I COULDN’T believe my youngest daughter’s reply when I told her to stop leaving the tap running at full power while she cleaned her teeth.
“There are people in some parts the world with no water at all,” I said, to which she replied: “Well they wouldn’t be able to use this water.”
Children are so wasteful. Well, mine are. They go from room to room turning on every light in the house, never considering switching them off again. They shower like there’s no tomorrow, use the washing machine to wash one item and leave their radiators blasting out heat when they’re out.
They plug in dozens of gadgets, leaving so many trails of sockets and wires that their rooms look like a branch of Curry’s It seems crazy when you think that children are brought up in a society which places recycling at the top of its agenda.
“Can I have a new school jumper – this one has a hole in it,” my daughter asked. I had a look and the ‘hole’ was the size of a lentil, yet she wouldn’t consider stitching it up. When I told her we used to darn socks, she laughed.
Nowadays, holey socks go in the bin. Obsessed with the three Rs (Reduce, Reuse and Recycle, not the other one), I’m always fishing them out to use as dusters or on the rare occasions I clean my car. “But you never clean your car, what’s the point in keeping them?” my husband will say, as the pile of old socks grows, old shirts and old sheets – all of which I believe will ‘come in’ at some point, rises by the week.

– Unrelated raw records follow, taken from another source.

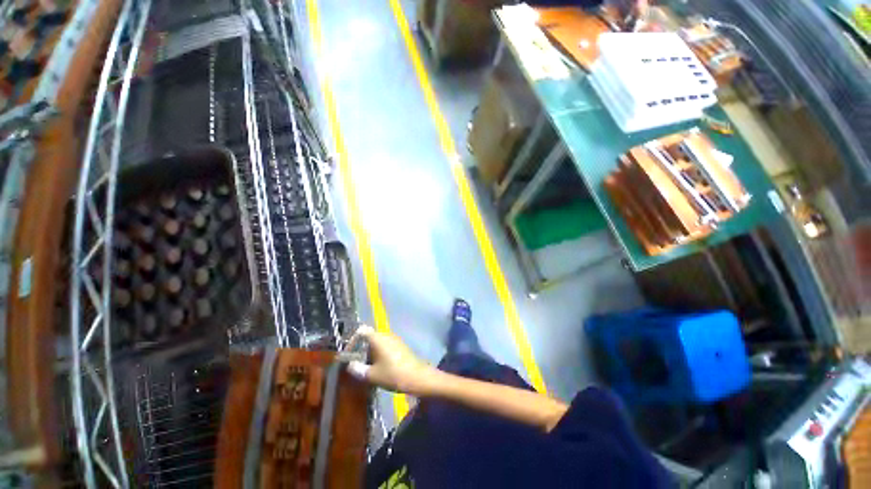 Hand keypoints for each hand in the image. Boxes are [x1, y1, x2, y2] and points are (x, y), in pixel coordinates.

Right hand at [345, 326, 434, 394]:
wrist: (417, 376)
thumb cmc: (392, 374)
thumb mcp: (372, 375)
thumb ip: (358, 369)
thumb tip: (350, 365)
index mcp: (378, 338)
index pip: (361, 331)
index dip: (352, 341)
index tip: (349, 354)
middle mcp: (386, 335)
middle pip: (369, 337)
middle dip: (361, 349)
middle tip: (357, 363)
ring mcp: (395, 339)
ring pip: (378, 342)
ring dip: (370, 352)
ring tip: (367, 368)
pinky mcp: (400, 345)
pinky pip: (385, 345)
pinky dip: (379, 353)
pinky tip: (379, 367) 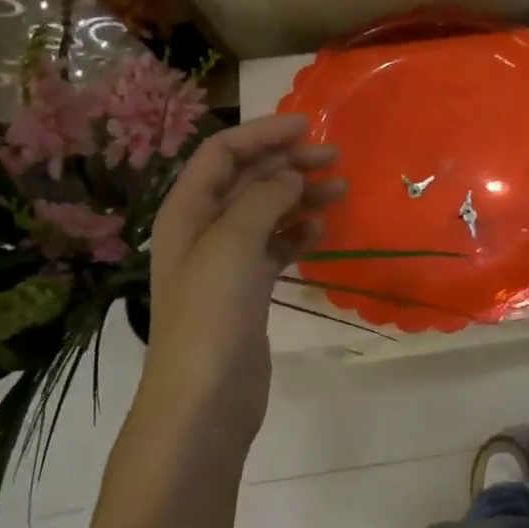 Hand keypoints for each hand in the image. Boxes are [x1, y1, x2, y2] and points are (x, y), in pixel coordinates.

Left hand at [141, 114, 343, 431]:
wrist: (204, 400)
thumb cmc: (211, 316)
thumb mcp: (233, 245)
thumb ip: (262, 199)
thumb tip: (291, 175)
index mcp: (188, 211)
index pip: (223, 153)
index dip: (263, 133)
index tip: (308, 126)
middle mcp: (204, 229)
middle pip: (247, 179)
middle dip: (288, 162)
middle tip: (334, 159)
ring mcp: (227, 261)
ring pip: (267, 211)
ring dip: (300, 195)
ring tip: (340, 191)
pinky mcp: (248, 289)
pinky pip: (276, 246)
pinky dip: (298, 233)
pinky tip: (322, 231)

What I can’t understand is that on one level children are obsessed with saving the planet –my eldest daughter collects paper for recycling and insists we wash out and take Tetra Paks to the tip – but on the other she leaves every electrical item switched on.
My daughters turn their noses up at food that’s as little as a day past its sell-by date, where as I’ll eat some things, yoghurt, for instance, a couple of weeks beyond rather than throw it away.
Teaching them to use resources wisely isn’t easy. I always turn off the central heating at night, but I went to bed before everyone else last weekend and it was left on. It was like a sauna when we got up next day. “It’s lovely and warm – is this what other people’s house are like on a morning?” my daughters asked.
I was so cross I forbade them from turning it on for 24 hours. Harsh, maybe, cruel – definitely, but it’s the only way they’ll learn.